This particular act of racialized and gendered violence in Atlanta also has roots in U.S. imperialism across Asia. The tragic killing of Jennifer Laude, a transwoman sex worker in the Philippines at the hands of a US military serviceman, is one example that highlighted the particular dangers faced by transwomen. In all too many cases, American military personnel who have perpetrated sexual violence against Asian women have been shielded against prosecution by the law.

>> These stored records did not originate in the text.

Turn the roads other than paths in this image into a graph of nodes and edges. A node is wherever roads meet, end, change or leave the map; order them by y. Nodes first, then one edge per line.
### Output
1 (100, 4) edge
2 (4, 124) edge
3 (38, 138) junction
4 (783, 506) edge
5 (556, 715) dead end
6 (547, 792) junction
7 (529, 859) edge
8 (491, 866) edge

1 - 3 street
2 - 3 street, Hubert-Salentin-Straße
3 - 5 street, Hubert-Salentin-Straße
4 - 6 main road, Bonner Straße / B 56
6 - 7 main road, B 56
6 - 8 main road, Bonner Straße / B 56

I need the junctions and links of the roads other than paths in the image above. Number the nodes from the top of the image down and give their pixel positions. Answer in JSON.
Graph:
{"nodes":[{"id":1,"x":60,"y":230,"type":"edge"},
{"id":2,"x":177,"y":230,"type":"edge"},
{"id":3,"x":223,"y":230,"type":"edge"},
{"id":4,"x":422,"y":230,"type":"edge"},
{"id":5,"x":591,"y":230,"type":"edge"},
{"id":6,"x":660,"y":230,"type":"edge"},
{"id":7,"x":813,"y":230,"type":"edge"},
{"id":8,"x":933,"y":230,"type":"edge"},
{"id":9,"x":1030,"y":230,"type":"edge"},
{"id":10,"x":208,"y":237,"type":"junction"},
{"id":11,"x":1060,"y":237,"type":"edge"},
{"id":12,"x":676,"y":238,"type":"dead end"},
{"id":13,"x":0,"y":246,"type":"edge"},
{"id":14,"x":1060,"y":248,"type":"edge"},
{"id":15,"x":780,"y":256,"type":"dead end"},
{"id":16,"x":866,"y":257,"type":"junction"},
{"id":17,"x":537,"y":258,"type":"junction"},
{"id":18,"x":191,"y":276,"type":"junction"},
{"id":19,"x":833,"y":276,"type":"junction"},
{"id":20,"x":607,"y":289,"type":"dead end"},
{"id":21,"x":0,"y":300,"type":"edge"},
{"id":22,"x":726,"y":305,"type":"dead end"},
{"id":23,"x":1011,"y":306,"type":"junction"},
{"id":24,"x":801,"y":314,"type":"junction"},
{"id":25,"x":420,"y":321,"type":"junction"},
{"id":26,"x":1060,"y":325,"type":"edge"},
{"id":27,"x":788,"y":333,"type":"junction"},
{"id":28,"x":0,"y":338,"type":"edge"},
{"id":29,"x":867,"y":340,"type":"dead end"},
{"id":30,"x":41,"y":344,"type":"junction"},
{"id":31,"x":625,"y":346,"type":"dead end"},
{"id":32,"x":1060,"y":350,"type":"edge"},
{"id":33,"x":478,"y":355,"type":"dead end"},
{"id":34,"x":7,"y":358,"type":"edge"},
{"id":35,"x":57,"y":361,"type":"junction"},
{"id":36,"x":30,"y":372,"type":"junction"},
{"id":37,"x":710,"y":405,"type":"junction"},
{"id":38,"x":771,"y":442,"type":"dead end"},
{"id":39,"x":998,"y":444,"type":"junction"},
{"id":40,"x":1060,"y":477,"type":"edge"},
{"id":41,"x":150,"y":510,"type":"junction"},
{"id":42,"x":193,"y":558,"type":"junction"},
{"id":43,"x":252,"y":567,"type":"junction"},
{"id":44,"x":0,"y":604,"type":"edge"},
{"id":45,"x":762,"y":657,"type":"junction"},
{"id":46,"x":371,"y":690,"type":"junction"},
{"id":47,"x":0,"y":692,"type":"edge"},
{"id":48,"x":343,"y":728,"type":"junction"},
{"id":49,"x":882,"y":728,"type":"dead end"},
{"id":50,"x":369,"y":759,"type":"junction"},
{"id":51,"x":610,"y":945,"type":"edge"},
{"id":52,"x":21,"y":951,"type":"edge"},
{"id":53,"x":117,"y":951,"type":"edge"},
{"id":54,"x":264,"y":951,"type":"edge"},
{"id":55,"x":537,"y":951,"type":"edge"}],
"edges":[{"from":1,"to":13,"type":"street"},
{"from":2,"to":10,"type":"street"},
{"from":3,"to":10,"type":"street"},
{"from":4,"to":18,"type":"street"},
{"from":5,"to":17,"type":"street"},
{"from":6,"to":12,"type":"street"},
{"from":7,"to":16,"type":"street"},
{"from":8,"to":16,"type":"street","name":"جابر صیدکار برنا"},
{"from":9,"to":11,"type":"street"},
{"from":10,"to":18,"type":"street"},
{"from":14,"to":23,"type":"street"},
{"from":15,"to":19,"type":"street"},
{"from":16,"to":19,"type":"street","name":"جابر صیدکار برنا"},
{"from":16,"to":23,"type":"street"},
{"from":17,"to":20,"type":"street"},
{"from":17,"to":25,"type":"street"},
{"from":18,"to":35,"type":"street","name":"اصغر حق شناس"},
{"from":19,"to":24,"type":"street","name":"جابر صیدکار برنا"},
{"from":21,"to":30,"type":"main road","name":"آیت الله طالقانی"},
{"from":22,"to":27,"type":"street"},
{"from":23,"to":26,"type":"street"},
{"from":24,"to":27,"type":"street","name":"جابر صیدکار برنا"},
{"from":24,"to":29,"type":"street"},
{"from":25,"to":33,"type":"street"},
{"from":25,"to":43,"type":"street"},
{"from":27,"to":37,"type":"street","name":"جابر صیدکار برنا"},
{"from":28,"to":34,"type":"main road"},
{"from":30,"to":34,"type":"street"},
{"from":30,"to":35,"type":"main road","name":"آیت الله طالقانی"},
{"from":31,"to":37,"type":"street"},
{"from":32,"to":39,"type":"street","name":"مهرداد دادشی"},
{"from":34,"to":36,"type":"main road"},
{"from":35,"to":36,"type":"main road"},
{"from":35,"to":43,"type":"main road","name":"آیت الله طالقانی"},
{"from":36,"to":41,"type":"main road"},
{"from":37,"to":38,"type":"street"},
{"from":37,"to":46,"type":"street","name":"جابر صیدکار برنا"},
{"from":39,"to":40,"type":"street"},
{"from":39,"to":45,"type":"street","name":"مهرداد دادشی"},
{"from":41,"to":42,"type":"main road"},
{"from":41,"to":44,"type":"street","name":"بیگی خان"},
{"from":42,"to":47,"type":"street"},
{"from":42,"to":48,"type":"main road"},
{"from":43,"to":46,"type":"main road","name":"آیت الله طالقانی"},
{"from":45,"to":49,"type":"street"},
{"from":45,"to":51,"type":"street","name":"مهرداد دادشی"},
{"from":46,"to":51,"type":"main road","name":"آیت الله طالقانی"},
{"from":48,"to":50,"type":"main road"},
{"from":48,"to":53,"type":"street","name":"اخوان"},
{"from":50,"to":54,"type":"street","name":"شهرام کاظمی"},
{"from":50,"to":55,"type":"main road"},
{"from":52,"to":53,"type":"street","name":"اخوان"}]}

Many Asian women—whether migrant, refugee, immigrant, or U.S. born—work in unprotected, low-wage service industries like nail salons and spas. The criminalization of the sex trade has left many cisgender women—but particularly transgender women—who work in these industries facing unfathomable violence, often at the hands of police and law enforcement. Shaming women for their work is not the way to end individual and state-sanctioned hate violence against Asians and Asian Americans. It blames the most vulnerable for social and economic conditions created by policies set at home and abroad.
We believe that more police, counterterrorism units, and vigilante groups will not provide a solution to such violence, because this violence is rooted in systemic and structural racism. We strongly advocate community-based solutions to build alternatives to the kinds of militarization and criminalization that oppress Black communities, Indigenous communities, Latinx communities, Asian and Pacific Islander communities, and all communities of color.
We believe that the best solution to ensure the end of anti-Asian hate violence is to build multiracial solidarity, promote the dignity of work and the health of communities, support the organizing work of Asians and Pacific Islanders working to serve those most in need in collaboration with multiracial communities nationally and globally, and ultimately to dismantle white supremacy and patriarchy.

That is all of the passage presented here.